Green juice is a pick-me-up and nutritional boost, not a meal replacement. It lacks fiber and roughage, which brings us to our next essential…
#2 Seasonal Salads
Channel your inner Alice Waters, the ultimate salad muse. A sensational salad on any menu often signals more deliciousness to come.
Benefits:
- Whole Food Nutrition: Provides essential vitamins and minerals from fresh, high-quality ingredients.
- Hydration: Crisp, cooling plates keep you refreshed without weighing you down. Think: cucumbers, watermelons, cantaloupes, summer tomatoes, and more.
- Antioxidants: Seasonal veggies like carrots and cucumber, plus berries like strawberries and blueberries and more are packed with antioxidants.
Tips:
- Look for Fresh and Seasonal Ingredients: Scan menus for salads with simple preparations using high-quality ingredients.

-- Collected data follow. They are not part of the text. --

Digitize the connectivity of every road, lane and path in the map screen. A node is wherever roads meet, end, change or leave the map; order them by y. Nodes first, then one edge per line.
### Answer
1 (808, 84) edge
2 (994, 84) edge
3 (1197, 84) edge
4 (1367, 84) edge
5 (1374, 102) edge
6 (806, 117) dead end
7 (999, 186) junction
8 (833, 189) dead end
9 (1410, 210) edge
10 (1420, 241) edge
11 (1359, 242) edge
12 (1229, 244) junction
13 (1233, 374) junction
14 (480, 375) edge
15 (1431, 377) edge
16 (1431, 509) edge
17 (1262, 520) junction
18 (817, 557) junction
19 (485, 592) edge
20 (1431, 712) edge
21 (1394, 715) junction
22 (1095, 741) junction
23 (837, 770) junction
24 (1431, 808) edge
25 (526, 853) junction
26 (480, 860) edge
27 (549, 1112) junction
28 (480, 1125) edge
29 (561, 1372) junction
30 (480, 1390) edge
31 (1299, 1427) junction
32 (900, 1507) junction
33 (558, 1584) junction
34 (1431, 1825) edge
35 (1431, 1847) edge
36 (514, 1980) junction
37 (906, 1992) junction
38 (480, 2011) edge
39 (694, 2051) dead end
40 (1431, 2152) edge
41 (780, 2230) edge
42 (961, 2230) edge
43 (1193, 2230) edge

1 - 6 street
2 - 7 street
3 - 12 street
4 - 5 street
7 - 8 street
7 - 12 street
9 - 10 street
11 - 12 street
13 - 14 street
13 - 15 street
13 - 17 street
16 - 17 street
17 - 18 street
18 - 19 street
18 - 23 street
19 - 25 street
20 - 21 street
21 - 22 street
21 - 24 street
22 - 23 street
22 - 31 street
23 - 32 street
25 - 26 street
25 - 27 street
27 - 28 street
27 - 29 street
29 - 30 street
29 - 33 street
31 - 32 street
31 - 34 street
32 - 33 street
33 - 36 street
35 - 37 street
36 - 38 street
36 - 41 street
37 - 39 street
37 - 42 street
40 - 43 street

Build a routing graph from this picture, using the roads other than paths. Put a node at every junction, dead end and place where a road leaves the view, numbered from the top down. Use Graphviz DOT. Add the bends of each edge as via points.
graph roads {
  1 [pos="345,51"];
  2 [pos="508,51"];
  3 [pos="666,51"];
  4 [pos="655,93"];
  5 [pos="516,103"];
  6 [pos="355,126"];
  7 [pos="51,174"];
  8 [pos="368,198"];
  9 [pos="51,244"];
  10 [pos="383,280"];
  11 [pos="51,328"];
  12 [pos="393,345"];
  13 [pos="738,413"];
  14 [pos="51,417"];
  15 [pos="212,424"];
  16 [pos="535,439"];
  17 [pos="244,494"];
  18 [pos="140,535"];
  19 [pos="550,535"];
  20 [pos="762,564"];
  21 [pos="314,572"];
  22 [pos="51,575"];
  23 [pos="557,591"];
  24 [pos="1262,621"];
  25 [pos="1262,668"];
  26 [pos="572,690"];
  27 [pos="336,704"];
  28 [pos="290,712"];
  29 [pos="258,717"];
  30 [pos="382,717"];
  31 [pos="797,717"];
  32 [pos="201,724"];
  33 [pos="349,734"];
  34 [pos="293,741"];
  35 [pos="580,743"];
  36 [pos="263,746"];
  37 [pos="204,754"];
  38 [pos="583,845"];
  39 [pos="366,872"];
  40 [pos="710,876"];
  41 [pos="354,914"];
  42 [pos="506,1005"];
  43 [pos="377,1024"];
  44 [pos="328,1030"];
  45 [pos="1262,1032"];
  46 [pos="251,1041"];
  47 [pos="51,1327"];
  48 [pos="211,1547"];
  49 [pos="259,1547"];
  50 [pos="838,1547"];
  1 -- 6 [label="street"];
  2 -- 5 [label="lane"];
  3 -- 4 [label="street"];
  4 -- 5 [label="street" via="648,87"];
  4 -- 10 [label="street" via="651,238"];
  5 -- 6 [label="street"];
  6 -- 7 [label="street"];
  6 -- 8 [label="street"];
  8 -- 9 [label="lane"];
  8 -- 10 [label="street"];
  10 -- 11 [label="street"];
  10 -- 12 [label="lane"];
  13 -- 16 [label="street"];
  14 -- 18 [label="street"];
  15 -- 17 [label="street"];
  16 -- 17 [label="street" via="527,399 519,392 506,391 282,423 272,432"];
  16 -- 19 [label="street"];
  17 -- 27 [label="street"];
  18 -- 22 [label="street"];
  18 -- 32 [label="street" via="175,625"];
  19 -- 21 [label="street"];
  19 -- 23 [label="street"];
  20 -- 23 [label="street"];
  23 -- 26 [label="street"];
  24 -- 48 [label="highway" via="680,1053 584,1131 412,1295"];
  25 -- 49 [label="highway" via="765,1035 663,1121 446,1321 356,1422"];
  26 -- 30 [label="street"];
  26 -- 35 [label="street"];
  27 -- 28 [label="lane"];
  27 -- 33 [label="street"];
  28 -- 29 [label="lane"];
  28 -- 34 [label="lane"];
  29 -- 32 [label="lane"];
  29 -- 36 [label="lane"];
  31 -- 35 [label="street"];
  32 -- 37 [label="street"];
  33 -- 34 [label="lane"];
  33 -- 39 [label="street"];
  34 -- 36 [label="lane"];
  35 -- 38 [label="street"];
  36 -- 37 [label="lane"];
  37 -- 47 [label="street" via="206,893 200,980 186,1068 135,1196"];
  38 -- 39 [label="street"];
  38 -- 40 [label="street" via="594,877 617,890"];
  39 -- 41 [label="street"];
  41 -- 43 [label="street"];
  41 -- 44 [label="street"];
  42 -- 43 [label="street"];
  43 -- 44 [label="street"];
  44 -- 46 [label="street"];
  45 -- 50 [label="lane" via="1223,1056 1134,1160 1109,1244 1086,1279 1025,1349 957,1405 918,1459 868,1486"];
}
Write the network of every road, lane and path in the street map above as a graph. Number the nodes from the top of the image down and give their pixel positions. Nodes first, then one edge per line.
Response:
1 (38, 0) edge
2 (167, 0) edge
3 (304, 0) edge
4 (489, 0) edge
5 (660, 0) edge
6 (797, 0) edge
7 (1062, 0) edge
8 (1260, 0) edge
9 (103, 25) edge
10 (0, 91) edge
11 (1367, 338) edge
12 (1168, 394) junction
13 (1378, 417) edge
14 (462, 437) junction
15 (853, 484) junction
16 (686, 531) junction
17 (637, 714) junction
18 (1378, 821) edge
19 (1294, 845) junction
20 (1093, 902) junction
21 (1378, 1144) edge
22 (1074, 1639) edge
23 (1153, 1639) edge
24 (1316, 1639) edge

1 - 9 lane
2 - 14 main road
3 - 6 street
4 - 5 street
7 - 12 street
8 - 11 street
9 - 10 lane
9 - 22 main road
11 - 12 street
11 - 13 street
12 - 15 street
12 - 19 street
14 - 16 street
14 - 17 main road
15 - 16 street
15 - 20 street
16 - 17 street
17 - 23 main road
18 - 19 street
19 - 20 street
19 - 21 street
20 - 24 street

- Avoid Sad Salads: Steer clear of wilted lettuce and lackluster colors. Bright, varied colors are markers of nutrition.
- House-made dressings. Always! Think: lightly dressed with fruity EVOO, herbs, salt, and vinegar.
Go-To Example:
From the muse: the classic Chez Panisse Local lettuces with baked local goat cheese, Rocket and Fennel Salad with Toasted Hazelnuts and Pecorino, and more…
Little Gem Salad at Pizzeria Delfina, SF Bay Area. Crisp, vibrant, and featuring sustainable greens.
Photo courtesy of Pizzeria Delfina
#3 A Proper Breakfast
There’s something to the adage – eat breakfast like a King, lunch like a queen – that we love… and it’s the emphasis on breakfast. Starting your day with a balanced, nutritious breakfast sets the tone for sustained energy and a stable mood.
Benefits:
- Sustained Energy: A balanced meal with protein, fat, and carbs fuels your day.
- Balanced Blood Sugar: Proper nutrition helps maintain stable blood sugar levels.
- Brain Fuel: Provides essential nutrients for cognitive function and mood regulation.
Tips:
- Prioritize Quality Ingredients: Choose organic pasture-raised eggs, seasonal greens, and whole grains. Yes you should get your greens at breakfast too!
- Avoid Refined Carbs and Poor-Quality Ingredients.
- Recommended dishes:
- Seasonal frittata with garden vegetables and arugula.
- Organic pasture-raised eggs with seasonal greens and avocado toast.
- Plain local yogurt made from organic pastured dairy (or organic coconut). Top with a modest amount of organic fruit, granola, or honey for a touch of sweetness as needed…. Omega-3 Bonus: add fresh ground flax &/or chia!
Go-To Example:
Season’s Harvest Cafe in Cypress, TX. Enjoy dishes like fresh-milled organic whole-grain pancakes and house-made granola with local yogurt.
Photos courtesy of Season’s Harvest Cafe
#4 Healthy Indulgences
Exploring new areas this Summer? Seek out local artisan treasures and treats you can’t get anywhere else.
Benefits:
- Support local: Connects you with passionate artisans and supports local, sustainable food systems.
- Nourish your soul with Balanced Enjoyment: Indulge in moderation while ensuring adequate veggies and clean nutrition.
Tips:
- Seek Artisan Products: Look for handmade bakery treats (fresh-milled and long-fermented sourdough), small-batch cheeses (pasture-raised or vegan), artisan coffee or tea, locally-made Kombucha, and biodynamic and low-intervention wines.
- Maintain balance: Keep the indulgences balanced within the context of a varied, healthy diet. At any given time, you should never feel “full” (aim for a 7-8 out of 10!)
Go-To Example:
The French R-evolutions in Vermont (formerly in Paso Robles). Parisian-born traveler and home-baker Laure Torkler painstakingly prepares specialty rye breads “energy bread”, pain au chocolat, and more out of her home boulangerie and former proprietor of the Vermont B&B now named Wonderhill.
Enjoy handcrafted European breads, like energy bread made with whole grains, apples, and nuts. (The energy bread is great fuel for holiday hikes and bikes, or as a quick satisfying breakfast (see #3). It includes whole wheat and spelt with apples, cranberries, raisins, nuts, and honey.)